Records from a data source =
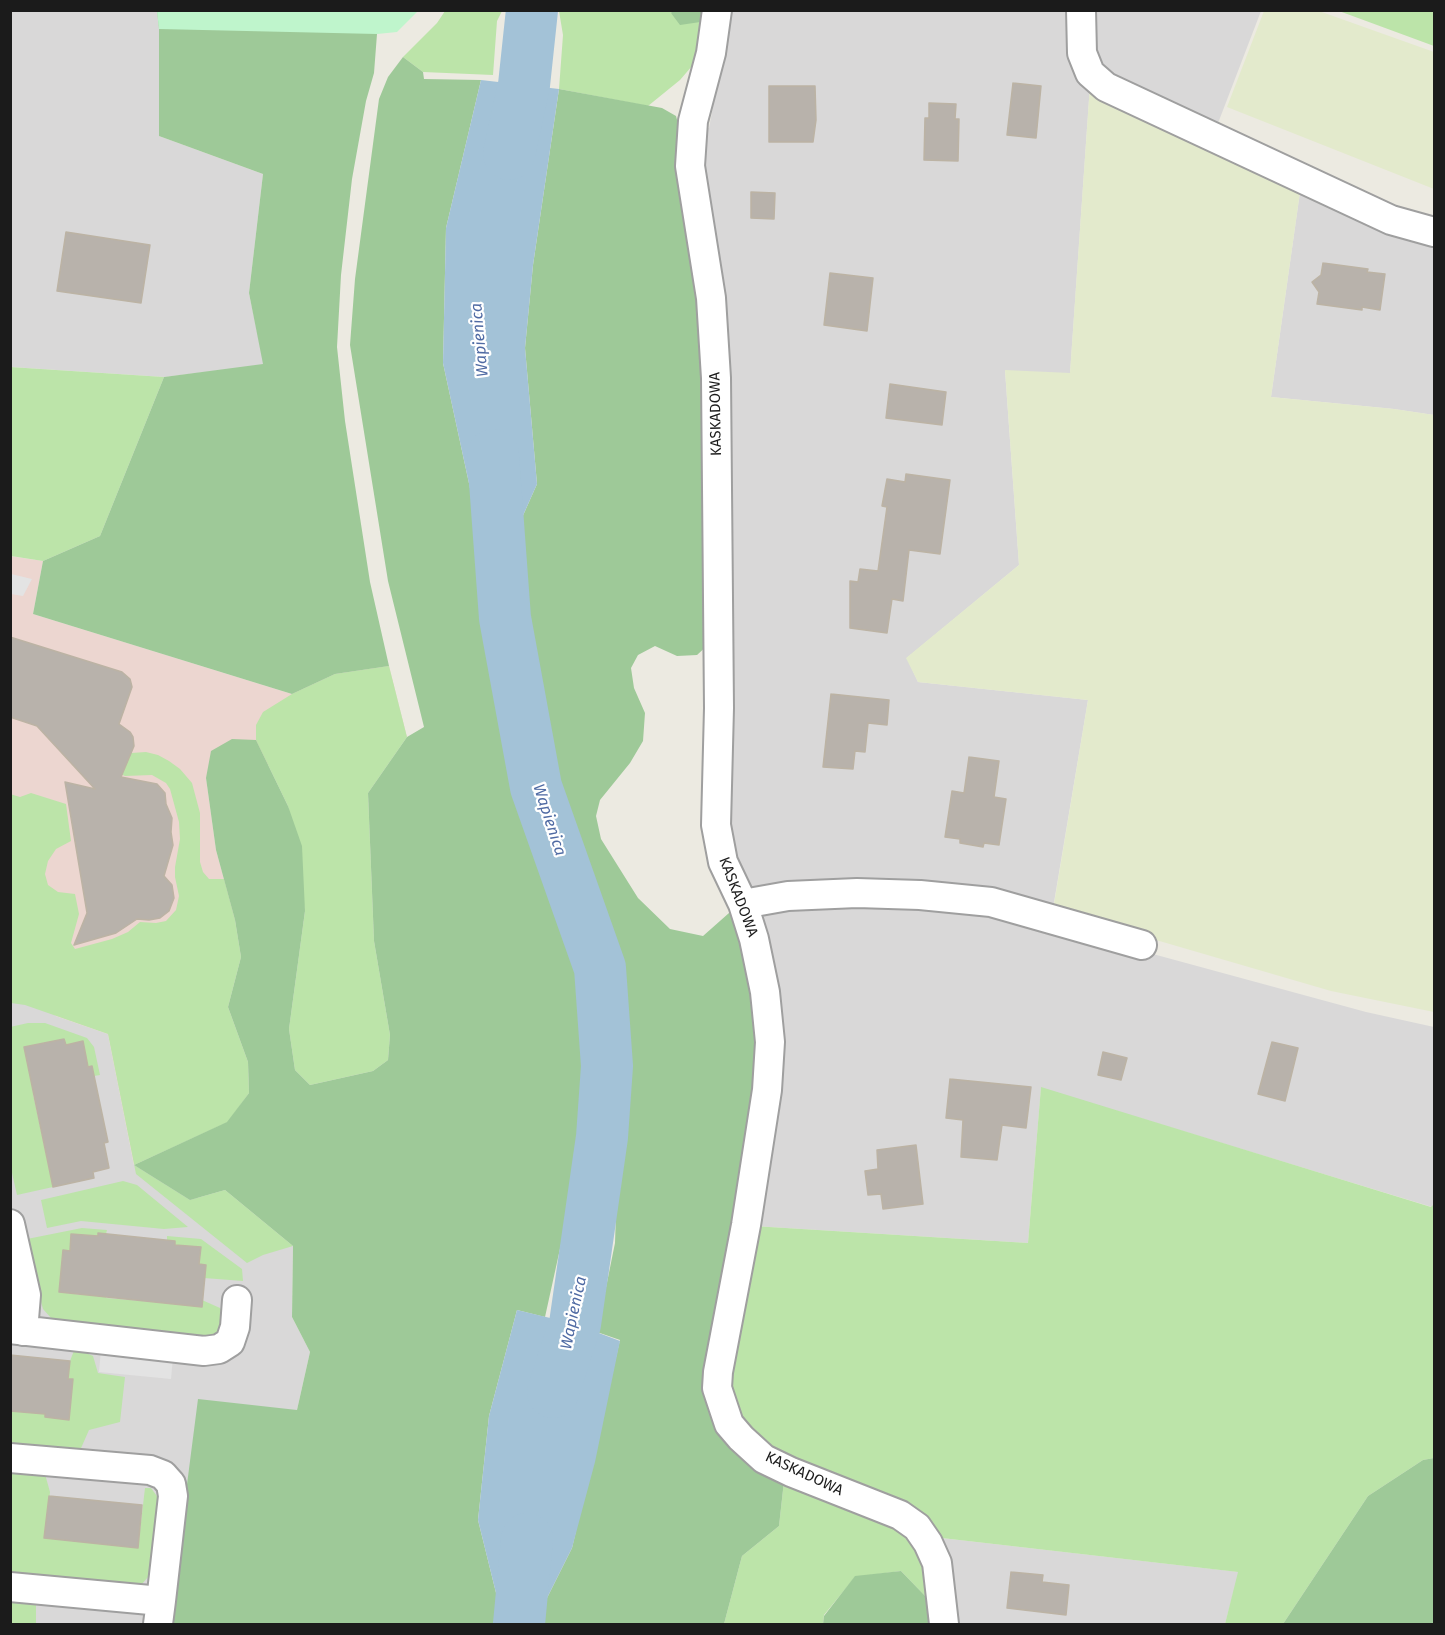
<!DOCTYPE html>
<html>
<head>
<meta charset="utf-8">
<style>
  body { margin:0 }
  #map { position:relative; width:1445px; height:1635px; overflow:hidden; background:#eceae1; font-family:"Fira Sans",sans-serif }
  canvas { display:block }
  .frame { position:absolute; inset:0; border:12px solid #1b1b1b; pointer-events:none }
</style>
</head>
<body>
<div id="map">
<canvas width="1445" height="1635"></canvas>
<div class="frame"></div>
</div>
<script>
const g = document.querySelector('canvas').getContext('2d');
g.lineJoin = 'round';
function fillPath(path, color) { g.fillStyle = color; g.fill(path, 'evenodd'); }
const toPath = rows => new Path2D(rows.map(r => 'M' + r).join(''));
function trace(path, color, width, dash) { g.strokeStyle = color; g.lineWidth = width; g.lineCap = dash ? 'butt' : 'round'; g.setLineDash(dash || []); g.stroke(path); }
function drawText(font, color, halo, rows, align = 'center') {
  g.font = font + ' "Fira Sans",sans-serif'; g.lineWidth = 4.5; g.setLineDash([]); g.textBaseline = 'middle'; g.strokeStyle = halo; g.fillStyle = color; for (const [text, x, y, turn = 0] of rows) {
    g.save(); g.translate(x, y); g.rotate((+turn || 0) * Math.PI / 180); g.textAlign = isNaN(turn) ? turn : align; if (halo) g.strokeText(text, 0, 0); g.fillText(text, 0, 0); g.restore();
  }
}
fillPath(toPath([
  [10,11,157,11,159,29,159,136,263,174,249,293,264,365,164,377,11,367],
  [726,11,1073,11,1090,85,1070,374,1005,371,1019,565,907,658,918,682,1088,700,1050,926,1366,1012,1434,1027,1434,1204,1432,1207,1041,1088,1028,1243,753,1226,729,859,702,129,709,128,722,59],
  [1087,11,1261,11,1215,131,1141,98,1095,64],
  [1301,185,1434,242,1434,415,1394,409,1271,397],
  [10,952,56,1016,108,1034,134,1165,293,1246,292,1317,310,1352,297,1410,169,1624,11,1624],
  [933,1537,1239,1572,1225,1624,950,1624]
]), '#d9d8d8');
fillPath(toPath([
  [10,556,43,561,33,614,292,694,335,674,389,666,407,737,206,778,216,850,235,920,134,1165,108,1034,56,1016,11,952]
]), '#ecd6d0');
fillPath(toPath([
  [1264,11,1319,11,1434,52,1434,189,1227,107],
  [1090,85,1301,185,1271,397,1394,409,1434,415,1434,1012,1331,991,1053,910,1088,700,918,682,906,658,1019,565,1005,370,1070,373]
]), '#e3eacc');
fillPath(toPath([
  [445,11,502,11,497,21,493,75,423,72,403,57,437,23],
  [559,11,672,11,671,13,707,21,699,53,692,66,680,80,648,106,559,89,563,35],
  [1339,11,1434,11,1434,46],
  [10,367,164,377,100,536,43,561,11,556],
  [389,666,407,737,368,793,374,941,390,1035,388,1060,373,1071,310,1085,295,1070,289,1029,305,911,288,806,256,740,256,725,263,712,292,694,335,674],
  [146,752,158,755,169,761,180,769,192,783,200,813,200,862,203,872,209,879,224,879,235,920,241,957,228,1007,248,1062,249,1093,228,1122,134,1165,190,1200,225,1190,293,1246,263,1255,247,1263,136,1174,108,1034,25,1005,11,1003,10,794,20,797,31,793,66,804,71,841,56,849,48,861,45,874,48,885,58,892,75,894,79,914,71,943,75,949,112,939,128,932,140,922,156,923,166,921,176,910,179,896,175,877,175,867,180,839,179,822,170,789,166,783,152,775,125,776,116,772,131,753],
  [28,1023,45,1023,87,1038,94,1047,100,1075,94,1076,92,1067,88,1067,83,1041,66,1045,64,1039,24,1047,29,1070,32,1069,33,1094,53,1187,17,1195,10,1164,10,1027],
  [1041,1087,1431,1207,1434,1204,1434,1458,1423,1460,1368,1496,1283,1624,1225,1624,1238,1572,933,1537,799,1469,734,1422,727,1365,753,1226,1028,1243],
  [123,1181,137,1185,188,1227,164,1229,81,1221,47,1228,41,1200],
  [82,1228,107,1230,106,1234,98,1233,98,1236,71,1234,70,1251,63,1251,59,1292,82,1295,106,1294,106,1298,154,1302,202,1300,220,1308,223,1315,222,1328,217,1334,206,1338,59,1321,52,1319,43,1309,41,1302,27,1239],
  [167,1236,201,1239,242,1269,243,1281,204,1278,199,1264,201,1247,175,1245,175,1241,167,1240],
  [75,1348,93,1356,98,1373,125,1377,120,1422,89,1430,78,1455,11,1448,11,1411,45,1414,45,1417,69,1419,73,1380,68,1379,70,1361],
  [10,1471,45,1474,50,1492,45,1537,138,1548,145,1488,151,1488,159,1499,152,1569,148,1577,142,1584,134,1588,11,1575],
  [784,1481,907,1533,924,1562,930,1601,901,1571,855,1577,824,1615,823,1624,724,1624,742,1556,779,1526],
  [10,1597,36,1600,36,1624,11,1624]
]), '#bce4a9');
fillPath(toPath([
  [157,11,365,11,377,34,374,73,366,101,352,179,341,275,337,347,345,421,370,582,389,666,335,674,292,694,33,614,43,561,100,536,164,377,263,364,249,293,263,174,159,136,159,29],
  [672,11,708,11,707,21,680,25,671,13],
  [403,57,423,72,424,79,481,80,446,228,443,363,470,488,491,527,490,620,522,793,586,981,585,1135,545,1317,517,1310,489,1416,478,1520,499,1605,493,1624,169,1624,198,1399,297,1410,310,1352,292,1317,293,1246,225,1190,190,1200,134,1165,227,1122,249,1093,248,1062,228,1007,241,957,235,920,216,850,206,778,211,751,232,739,256,740,288,806,302,846,305,911,289,1029,295,1070,310,1085,373,1071,388,1060,390,1035,374,941,368,793,407,737,424,727,388,581,350,345,355,279,379,99,388,77],
  [559,89,662,108,676,116,680,131,702,301,709,644,697,655,677,656,655,646,638,655,631,668,634,688,645,713,643,741,630,763,600,800,596,816,601,839,638,898,670,929,703,936,729,913,740,915,763,1035,709,1397,784,1481,779,1526,742,1556,724,1624,536,1624,539,1614,572,1548,620,1340,597,1332,615,1243,621,1067,613,965,555,785,524,616,517,529,537,484,525,348,533,265],
  [1434,1458,1434,1624,1283,1624,1368,1496,1423,1460],
  [901,1571,930,1601,934,1624,823,1624,824,1616,855,1576]
]), '#9ec998');
fillPath(toPath([
  [157,11,157,10,418,11,397,32,377,34,159,29]
]), '#bff5cc');
fillPath(toPath([
  [11,574,32,579,23,596,11,594],
  [101,1349,173,1357,171,1379,99,1372]
]), '#e3e3e3');
fillPath(toPath([
  [481,80,559,89,533,265,525,348,537,484,517,529,491,527,470,488,443,363,446,228],
  [517,1310,575,1324,620,1341,595,1462,572,1548,539,1614,499,1605,478,1520,489,1416]
]), '#a3c2d7');
trace(toPath([
  [509,154,524,85,532,10],
  [493,455,505,618,536,787,600,968,607,1066,602,1137,575,1324,553,1392],
  [519,1624,527,1539]
]), '#a3c2d7', 52);
const building = toPath([
  [1013,83,1041,86,1036,138,1007,135,1013,83],
  [769,86,815,86,816,120,813,142,769,142,769,86],
  [929,103,956,104,955,119,959,119,958,161,924,160,925,118,929,118,929,103],
  [751,192,775,193,774,219,751,218,751,192],
  [66,232,150,245,141,303,57,291,66,232],
  [1323,263,1368,269,1367,272,1385,274,1380,310,1362,307,1362,310,1317,304,1319,292,1312,282,1321,275,1323,263],
  [830,273,873,278,867,331,824,325,830,273],
  [890,384,946,392,942,425,886,418,890,384],
  [906,474,950,480,940,554,909,550,903,601,892,599,887,633,850,628,850,581,858,582,860,569,878,571,887,507,882,506,887,479,905,482,906,474],
  [10,637,122,672,130,679,132,687,119,724,130,732,133,737,134,746,121,777,157,784,165,793,166,804,172,818,171,832,173,845,164,876,172,885,174,898,169,911,160,918,149,920,137,919,116,933,74,945,87,913,65,782,95,789,37,726,10,717,10,637],
  [831,694,889,700,887,725,868,723,865,752,855,751,853,769,823,767,831,694],
  [969,757,999,761,994,797,1006,799,999,845,984,843,983,847,960,843,960,839,945,837,952,791,964,793,969,757],
  [64,1039,66,1045,83,1041,88,1067,92,1066,108,1142,104,1143,109,1168,93,1172,94,1178,53,1187,24,1047,64,1039],
  [1272,1042,1298,1048,1285,1101,1258,1094,1272,1042],
  [1103,1052,1127,1058,1121,1080,1098,1075,1103,1052],
  [950,1079,1031,1087,1026,1128,1002,1125,997,1160,961,1157,963,1120,946,1118,950,1079],
  [916,1145,923,1204,883,1209,881,1194,868,1195,865,1171,878,1169,877,1150,916,1145],
  [98,1233,175,1241,175,1245,201,1247,199,1264,206,1265,202,1307,59,1292,63,1250,70,1251,71,1234,98,1236,98,1233],
  [10,1355,70,1361,68,1379,73,1379,69,1420,45,1417,45,1414,10,1411,10,1355],
  [49,1496,142,1505,138,1548,44,1538,49,1496],
  [1011,1572,1043,1575,1042,1582,1069,1585,1066,1615,1007,1608,1011,1572]
]);
fillPath(building, '#b8b2ab');
trace(building, '#bcb3a4', 1.5);
const minor = toPath([
  [717,10,711,53,693,121,690,166,711,298,716,378,719,708,716,825,723,862,743,904,754,939,765,992,770,1042,767,1090,746,1225,718,1372,717,1388,729,1424,741,1438,764,1459,791,1472,900,1515,917,1527,928,1543,937,1563,944,1624],
  [1081,10,1082,53,1090,73,1106,87,1391,220,1434,232],
  [743,904,788,896,857,893,920,895,991,902,1142,945],
  [10,1224,26,1295,23,1331],
  [10,1329,204,1351,219,1349,230,1342,235,1327,237,1300],
  [10,1458,150,1470,163,1475,171,1484,173,1496,161,1601],
  [10,1587,161,1601,158,1624]
]);
trace(minor, '#9f9f9f', 32);
trace(minor, '#fff', 28);
drawText('15px', '#1b1b1b', '#fff', [
  ["KASKADOWA",716,414,-91],
  ["KASKADOWA",738,897,69],
  ["KASKADOWA",804,1474,25]
]);
drawText('italic 16px', '#4f6aa3', '#fff', [
  ["Wapienica",480,340,-95],
  ["Wapienica",549,820,72],
  ["Wapienica",574,1313,-78]
]);
</script>
</body>
</html>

WHAT YOU WILL DO =
Output only the lines running from the top of the data above to the line with "[933,1537,1239,1572,1225,1624,950,1624]", inclusive, word for word and without pictures.

TASK RESPONSE =
<!DOCTYPE html>
<html>
<head>
<meta charset="utf-8">
<style>
  body { margin:0 }
  #map { position:relative; width:1445px; height:1635px; overflow:hidden; background:#eceae1; font-family:"Fira Sans",sans-serif }
  canvas { display:block }
  .frame { position:absolute; inset:0; border:12px solid #1b1b1b; pointer-events:none }
</style>
</head>
<body>
<div id="map">
<canvas width="1445" height="1635"></canvas>
<div class="frame"></div>
</div>
<script>
const g = document.querySelector('canvas').getContext('2d');
g.lineJoin = 'round';
function fillPath(path, color) { g.fillStyle = color; g.fill(path, 'evenodd'); }
const toPath = rows => new Path2D(rows.map(r => 'M' + r).join(''));
function trace(path, color, width, dash) { g.strokeStyle = color; g.lineWidth = width; g.lineCap = dash ? 'butt' : 'round'; g.setLineDash(dash || []); g.stroke(path); }
function drawText(font, color, halo, rows, align = 'center') {
  g.font = font + ' "Fira Sans",sans-serif'; g.lineWidth = 4.5; g.setLineDash([]); g.textBaseline = 'middle'; g.strokeStyle = halo; g.fillStyle = color; for (const [text, x, y, turn = 0] of rows) {
    g.save(); g.translate(x, y); g.rotate((+turn || 0) * Math.PI / 180); g.textAlign = isNaN(turn) ? turn : align; if (halo) g.strokeText(text, 0, 0); g.fillText(text, 0, 0); g.restore();
  }
}
fillPath(toPath([
  [10,11,157,11,159,29,159,136,263,174,249,293,264,365,164,377,11,367],
  [726,11,1073,11,1090,85,1070,374,1005,371,1019,565,907,658,918,682,1088,700,1050,926,1366,1012,1434,1027,1434,1204,1432,1207,1041,1088,1028,1243,753,1226,729,859,702,129,709,128,722,59],
  [1087,11,1261,11,1215,131,1141,98,1095,64],
  [1301,185,1434,242,1434,415,1394,409,1271,397],
  [10,952,56,1016,108,1034,134,1165,293,1246,292,1317,310,1352,297,1410,169,1624,11,1624],
  [933,1537,1239,1572,1225,1624,950,1624]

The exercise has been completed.